The world’s population is ageing. This creates a need to work for longer, both for income and to provide an adequate labour force. For those employed in predominantly physically demanding jobs this means they are prolonging their exposure to risk factors known to increase the likelihood of a musculoskeletal injury when their work capacity may be declining. The work ability of older workers has been most frequently assessed using the Work Ability Index (WAI). Several studies have reported significant associations between low WAI scores and sickness absence and early retirement. Relatively fewer studies have examined associations between WAI scores and specific workplace risk factors. The purpose of this study was to investigate the association between a range of workplace risk factors and the WAI scores in a cohort of workers employed in physically demanding jobs.Methods
A cross-sectional survey of workers employed in physically demanding roles within a local government council was undertaken.
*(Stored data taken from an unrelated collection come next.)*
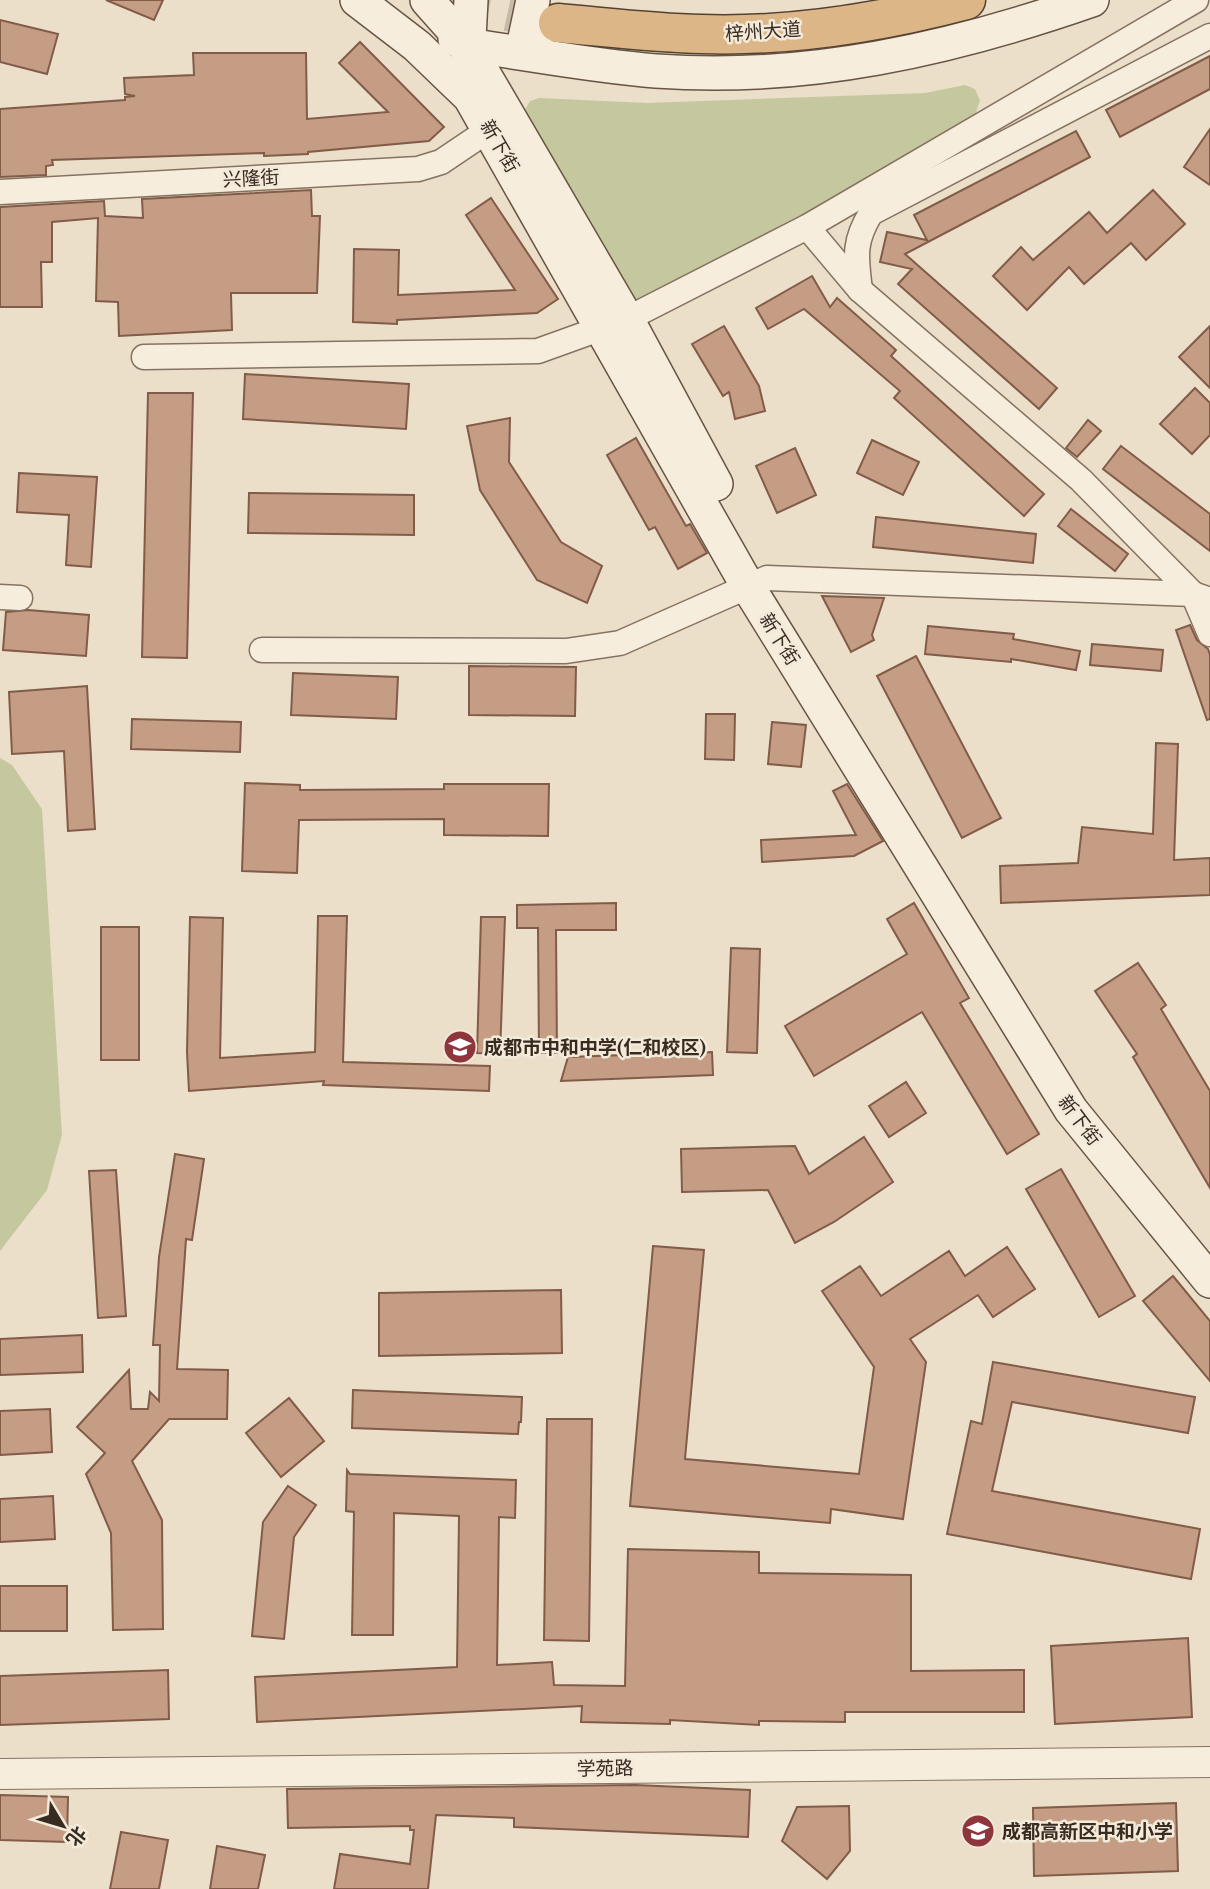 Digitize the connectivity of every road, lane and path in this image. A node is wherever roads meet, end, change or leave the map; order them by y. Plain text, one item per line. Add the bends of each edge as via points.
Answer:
1 (357, 0) edge
2 (373, 0) edge
3 (427, 0) edge
4 (471, 0) edge
5 (966, 0) edge
6 (1092, 0) edge
7 (1196, 0) edge
8 (545, 26) edge
9 (1210, 36) edge
10 (467, 45) junction
11 (470, 97) junction
12 (490, 129) junction
13 (0, 192) edge
14 (807, 227) junction
15 (860, 290) junction
16 (615, 324) junction
17 (144, 357) dead end
18 (757, 581) junction
19 (1202, 597) edge
20 (1210, 634) edge
21 (262, 650) dead end
22 (1210, 1256) edge
23 (1210, 1281) edge
24 (1210, 1762) edge
25 (0, 1774) edge

1 - 11 main road, 新下街 via 417,46
2 - 10 main road
3 - 10 main road, 新下街
4 - 10 main road
5 - 8 highway, 梓州大道 via 851,23 764,32 703,34
6 - 8 main road via 1008,29 908,55 763,72 658,71
7 - 14 street
8 - 10 main road
9 - 15 street via 871,213 858,235
10 - 11 main road
10 - 16 main road, 新下街
11 - 12 main road, 新下街
12 - 13 street, 兴隆街 via 441,162 418,169
12 - 16 main road, 新下街
14 - 15 street
14 - 16 street
15 - 19 street via 1081,480
16 - 17 street via 538,351
16 - 18 main road, 新下街
18 - 19 street
18 - 21 street via 620,643 566,651
18 - 22 main road, 新下街 via 1086,1102
18 - 23 main road, 新下街 via 1071,1110
19 - 20 street
24 - 25 street, 学苑路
The survey instruments included questions on demographic and employment characteristics, physical and psychosocial risk factors, pain and discomfort, and the Work Ability Index.Result
The survey was completed by 155/245 of eligible workers – a 63% response rate. Respondents had a mean age of 44 years. They were predominantly male (86%) with an average length of employment of 12 years. Bivariate regression analyses were undertaken to examine the relationship between WAI scores and age, pain/discomfort, levels of stress, irritation, job satisfaction, work-life balance, and 49 other work environment risk factors. Significant associations with WAI scores were seen for age, pain/discomfort and physical and psychosocial risk factors. The WAI score was reduced by more than 2.5 points for those who reported higher levels of exposure to a range of physical and psychosocial risk factors compared with those who reported lower levels of exposure.Discussion
It was found that the WAI provided a useful means to identify a range of workplace risk factors which, if addressed, could inform the development of interventions to maintain a healthy, older workforce. It is proposed that tailoring interventions using this approach should enhance their effectiveness.